We define a large number of small movements (i.e., edges of the general PRM above), say 1024. We define them for the robot in a way that a particular sub-set of these movements will be a solution to a problem from the set of our practical motion planning problems.

Then, we examine all of these 1024 movements and list the voxels that overlap with each movement.

Based on our findings so far, we develop a circuit for each movement (edge) which accepts the code of a voxel and tells us if an overlap exists. Since we build such collision detection circuit (CDC) for every possible movement, the CDCs are capable of operating simultaneously.

Therefore, we have 1024 CDCs which can simultaneously accept a voxel and mark all of the movements which overlap with that particular voxel. Again, all of these actions are done in the design stage— before the robot starts to solve a problem. This significantly reduces the computational burden of the robot in runtime.

At Runtime

The pre-computations simplify the runtime dramatically. At runtime, we only need to scan the environment and send the binary code of the voxels that are occupied by the obstacles to the CDCs.

The voxels are sent one at a time and all of the edges are examined simultaneously for that particular voxel. If a collision is detected, the corresponding edge (movement) is eliminated from the general PRM. In this way, all of the movements that lead to a collision are eliminated and the robot can find its path from the pruned PRM.

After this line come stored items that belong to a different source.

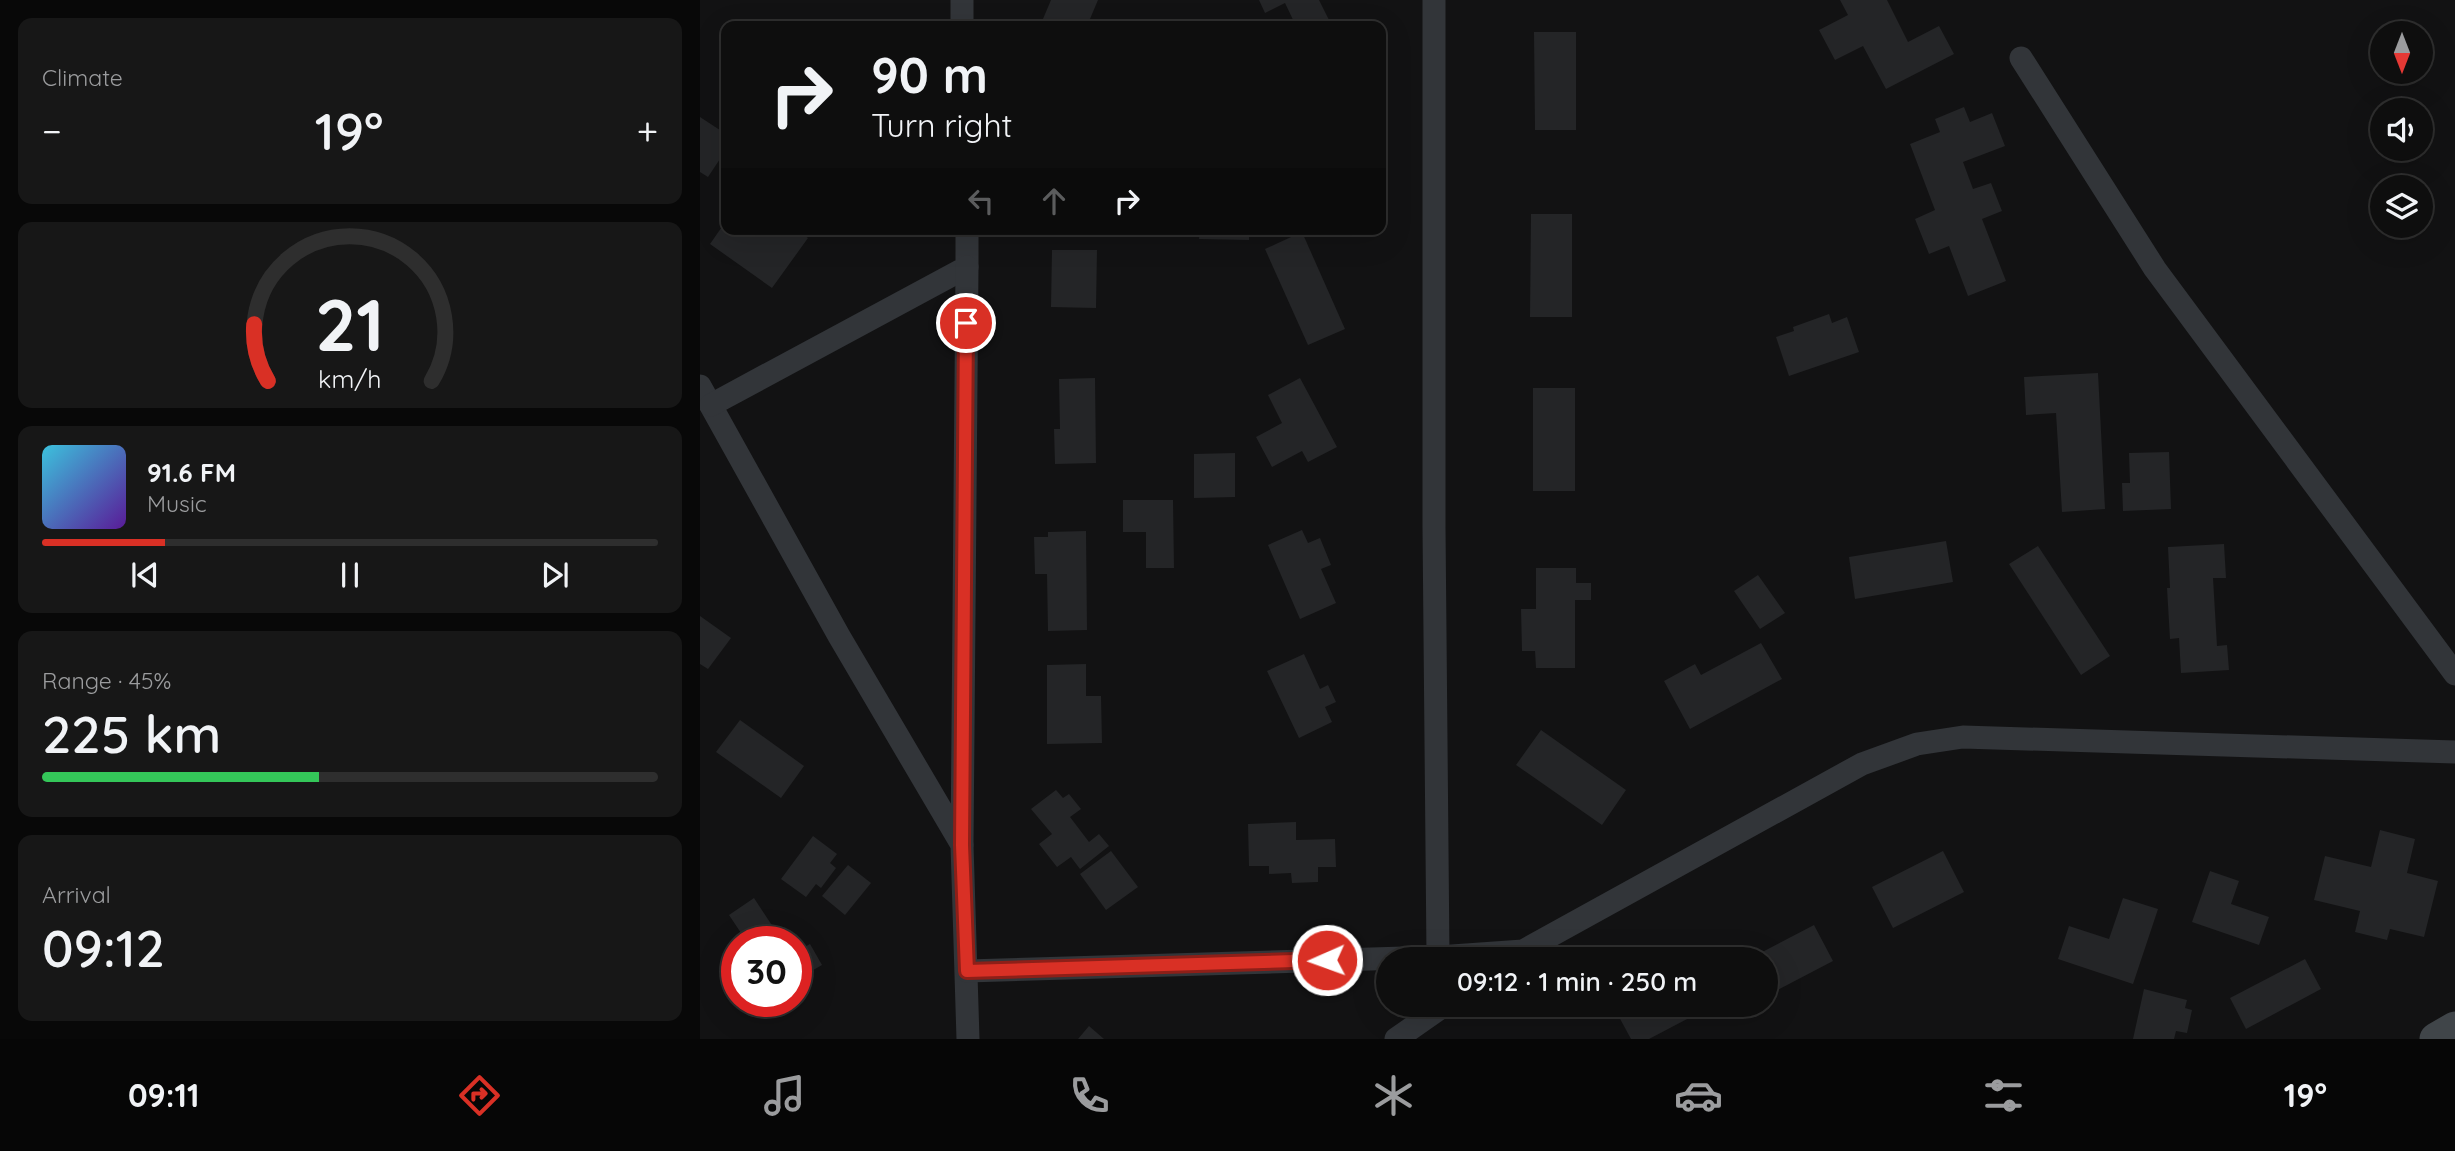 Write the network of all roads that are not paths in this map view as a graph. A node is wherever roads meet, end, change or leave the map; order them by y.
1 (962, 0) edge
2 (1434, 0) edge
3 (962, 21) edge
4 (2021, 58) dead end
5 (967, 235) edge
6 (967, 267) junction
7 (705, 396) edge
8 (2455, 674) edge
9 (2455, 752) edge
10 (962, 845) junction
11 (1438, 947) edge
12 (1532, 947) edge
13 (1376, 959) edge
14 (967, 971) junction
15 (1427, 1017) edge
16 (2455, 1028) edge
17 (968, 1039) edge
18 (1396, 1039) edge
19 (2436, 1039) edge

1 - 3 street
2 - 11 street
4 - 8 street
5 - 6 street
6 - 7 street
6 - 10 street
7 - 10 street
9 - 12 street
10 - 14 street
13 - 14 street
14 - 17 street
15 - 18 street
16 - 19 street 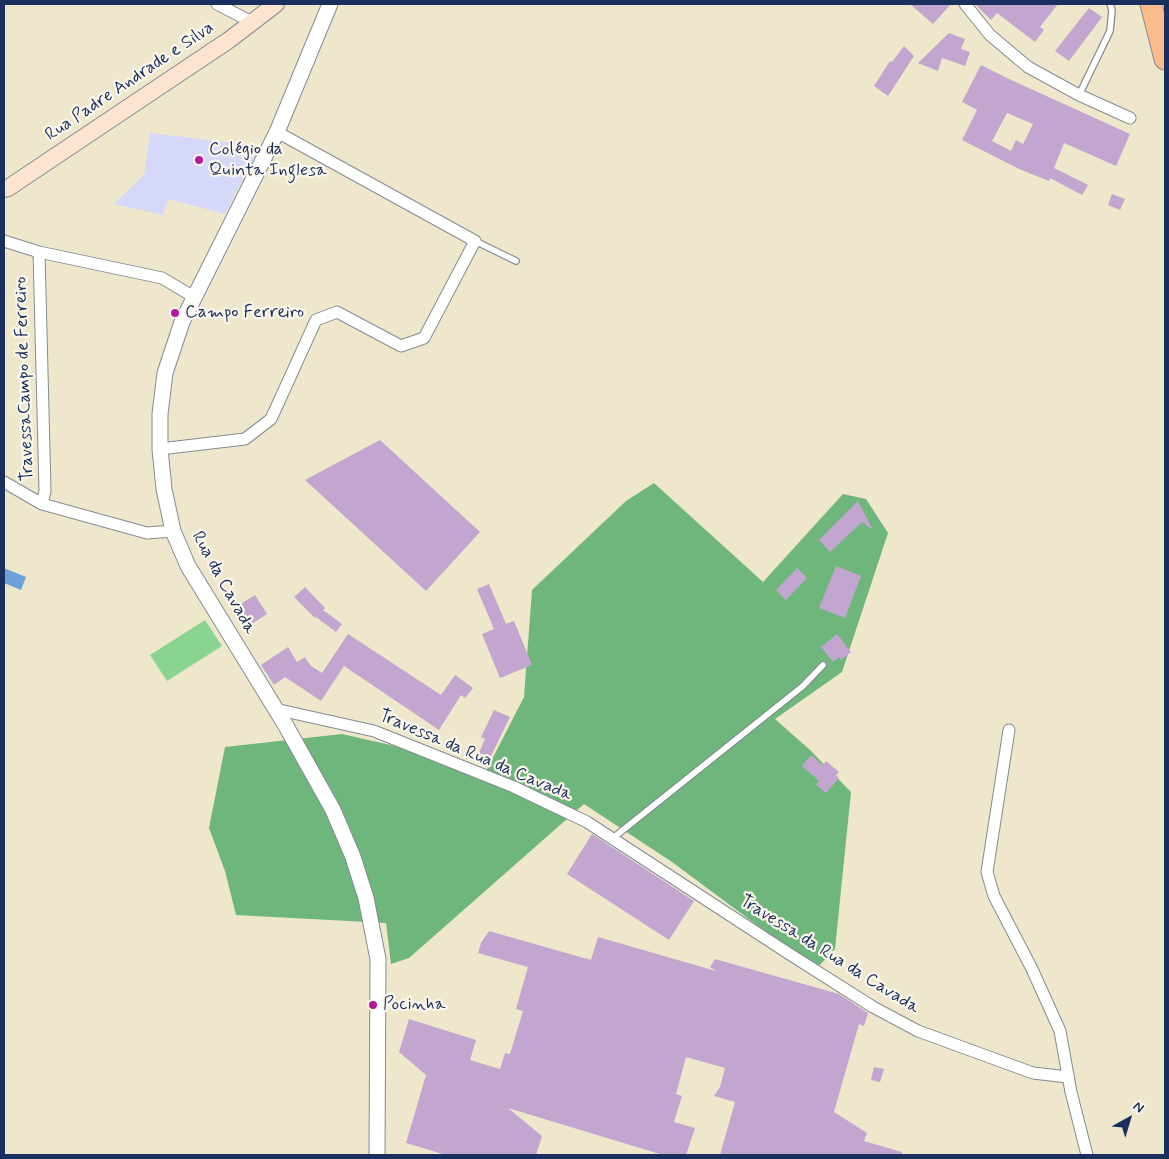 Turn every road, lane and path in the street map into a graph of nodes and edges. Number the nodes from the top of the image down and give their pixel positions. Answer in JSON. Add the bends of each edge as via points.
{"nodes":[{"id":1,"x":217,"y":4,"type":"edge"},
{"id":2,"x":276,"y":4,"type":"edge"},
{"id":3,"x":330,"y":4,"type":"edge"},
{"id":4,"x":965,"y":4,"type":"edge"},
{"id":5,"x":1110,"y":4,"type":"edge"},
{"id":6,"x":1150,"y":4,"type":"edge"},
{"id":7,"x":252,"y":22,"type":"junction"},
{"id":8,"x":1165,"y":59,"type":"edge"},
{"id":9,"x":1079,"y":95,"type":"junction"},
{"id":10,"x":1130,"y":118,"type":"dead end"},
{"id":11,"x":277,"y":132,"type":"junction"},
{"id":12,"x":4,"y":189,"type":"edge"},
{"id":13,"x":4,"y":241,"type":"edge"},
{"id":14,"x":475,"y":241,"type":"junction"},
{"id":15,"x":39,"y":252,"type":"junction"},
{"id":16,"x":516,"y":261,"type":"dead end"},
{"id":17,"x":194,"y":297,"type":"junction"},
{"id":18,"x":160,"y":449,"type":"junction"},
{"id":19,"x":4,"y":482,"type":"edge"},
{"id":20,"x":42,"y":504,"type":"junction"},
{"id":21,"x":173,"y":531,"type":"junction"},
{"id":22,"x":823,"y":665,"type":"dead end"},
{"id":23,"x":276,"y":709,"type":"junction"},
{"id":24,"x":1009,"y":730,"type":"dead end"},
{"id":25,"x":612,"y":838,"type":"junction"},
{"id":26,"x":1068,"y":1077,"type":"junction"},
{"id":27,"x":377,"y":1155,"type":"edge"},
{"id":28,"x":1087,"y":1155,"type":"edge"}],
"edges":[{"from":1,"to":7,"type":"street"},
{"from":2,"to":7,"type":"main road","name":"Rua Padre Andrade e Silva"},
{"from":3,"to":11,"type":"street","name":"Rua da Cavada"},
{"from":4,"to":9,"type":"street","via":[[990,35],[1028,67]]},
{"from":5,"to":9,"type":"lane","via":[[1110,31]]},
{"from":6,"to":8,"type":"highway"},
{"from":7,"to":12,"type":"main road","name":"Rua Padre Andrade e Silva"},
{"from":9,"to":10,"type":"street"},
{"from":11,"to":14,"type":"street"},
{"from":11,"to":17,"type":"street","name":"Rua da Cavada"},
{"from":13,"to":15,"type":"street"},
{"from":14,"to":16,"type":"lane"},
{"from":14,"to":18,"type":"street","via":[[424,338],[401,346],[337,312],[316,320],[271,419],[245,439]]},
{"from":15,"to":17,"type":"street","via":[[162,278]]},
{"from":15,"to":20,"type":"street","name":"TravessaCampo de Ferreiro","via":[[45,491]]},
{"from":17,"to":18,"type":"street","name":"Rua da Cavada","via":[[165,374]]},
{"from":18,"to":21,"type":"street","name":"Rua da Cavada"},
{"from":19,"to":20,"type":"street"},
{"from":20,"to":21,"type":"street","via":[[147,534]]},
{"from":21,"to":23,"type":"street","name":"Rua da Cavada","via":[[188,566]]},
{"from":22,"to":25,"type":"lane","via":[[803,686]]},
{"from":23,"to":25,"type":"street","name":"Travessa da Rua da Cavada","via":[[374,731],[514,787],[587,822]]},
{"from":23,"to":27,"type":"street","name":"Rua da Cavada","via":[[332,810],[366,898],[379,972]]},
{"from":24,"to":26,"type":"street","via":[[988,872],[994,896],[1060,1031]]},
{"from":25,"to":26,"type":"street","name":"Travessa da Rua da Cavada","via":[[791,955],[910,1027],[1033,1073]]},
{"from":26,"to":28,"type":"street"}]} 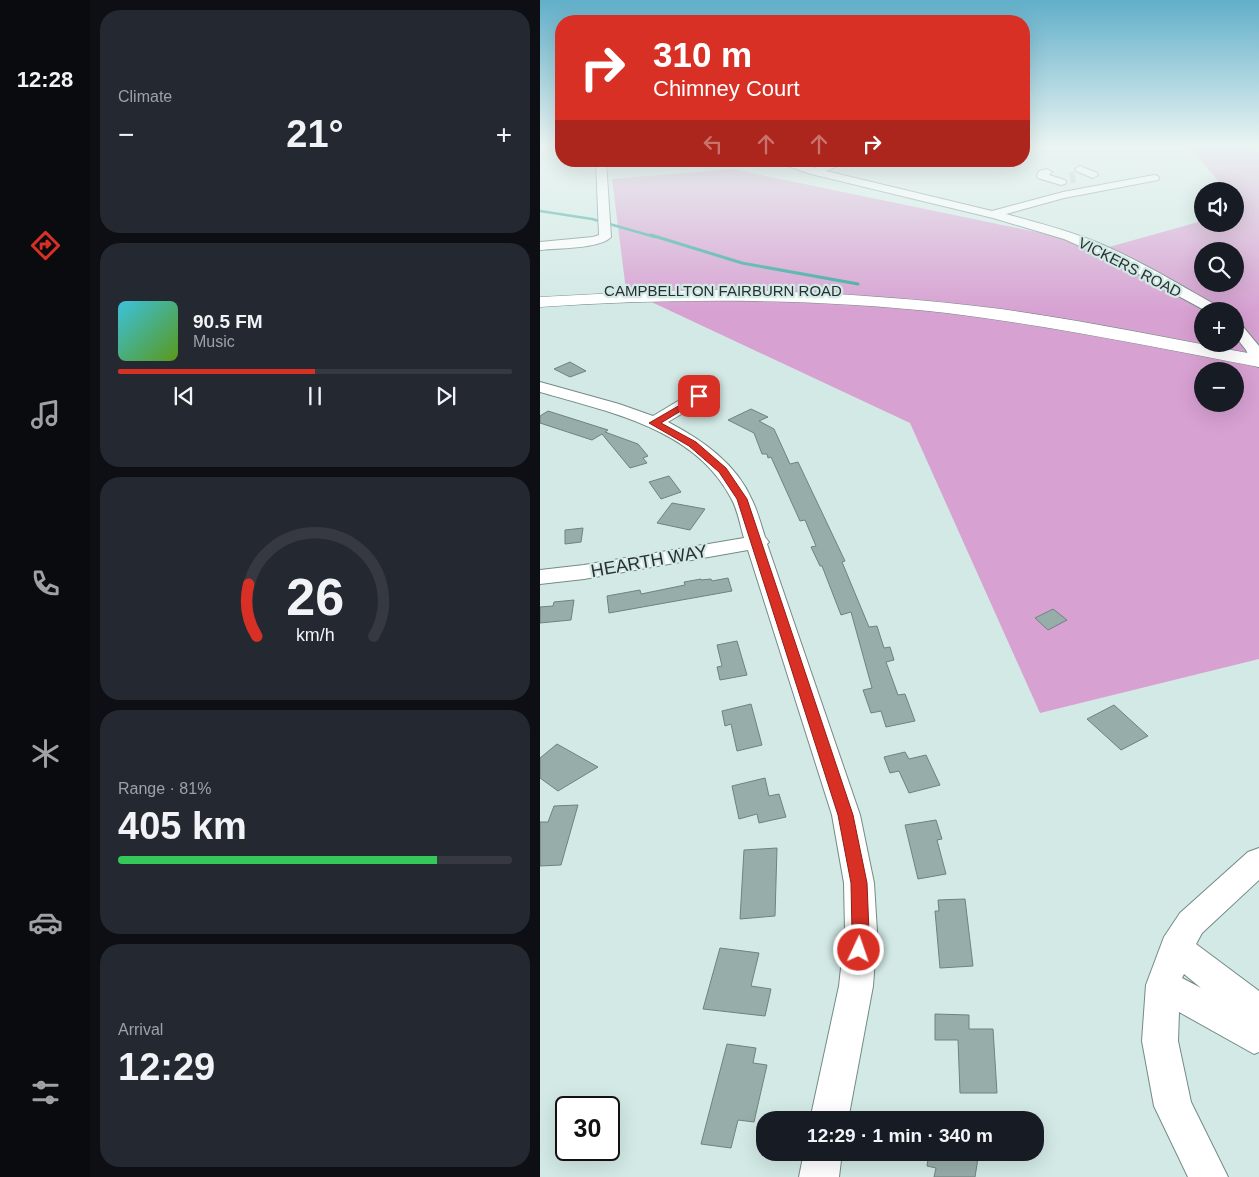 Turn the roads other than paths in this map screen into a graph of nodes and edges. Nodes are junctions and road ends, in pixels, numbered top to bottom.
1 (604, 201) edge
2 (933, 201) edge
3 (1045, 201) edge
4 (990, 215) junction
5 (540, 246) edge
6 (540, 294) edge
7 (540, 302) edge
8 (1199, 302) edge
9 (1194, 337) edge
10 (1244, 338) edge
11 (1244, 351) edge
12 (1258, 357) edge
13 (540, 387) edge
14 (699, 396) dead end
15 (654, 423) junction
16 (758, 542) junction
17 (540, 577) edge
18 (1259, 861) edge
19 (1176, 948) junction
20 (1163, 985) junction
21 (1259, 1012) edge
22 (1259, 1034) edge
23 (831, 1111) edge
24 (822, 1161) edge
25 (819, 1177) edge
26 (1208, 1177) edge

1 - 5 street
2 - 4 street, VICKERS ROAD
3 - 4 street
4 - 8 street, VICKERS ROAD
6 - 9 main road, CAMPBELLTON FAIRBURN ROAD
7 - 12 main road, CAMPBELLTON FAIRBURN ROAD
10 - 12 street
11 - 12 main road
13 - 15 street
14 - 15 street
15 - 16 street
16 - 17 street, HEARTH WAY
16 - 23 street
18 - 19 street
19 - 20 street
19 - 21 street
20 - 22 street
20 - 26 street
24 - 25 street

The above techniques are discussed in greater detail at the 2016 Robotics; Science and Systems conference at the University of Michigan.

The video below shows a robotic arm with amazing results of the new motion planning techniques. Note that without the new methods, the following video would have looked like a succession of small movements and pauses of several hundred milliseconds, whereas the new design reduces the pause time to nearly 1 millisecond.

Video courtesy of EurekAlert.

 

Konidaris and his team have started a spin-off company, Realtime Robotics, to help commercialize the new technology. This commercialization could help accelerate this technology's development—meaning we could see real-time motion planning robotics in application sooner than previously thought.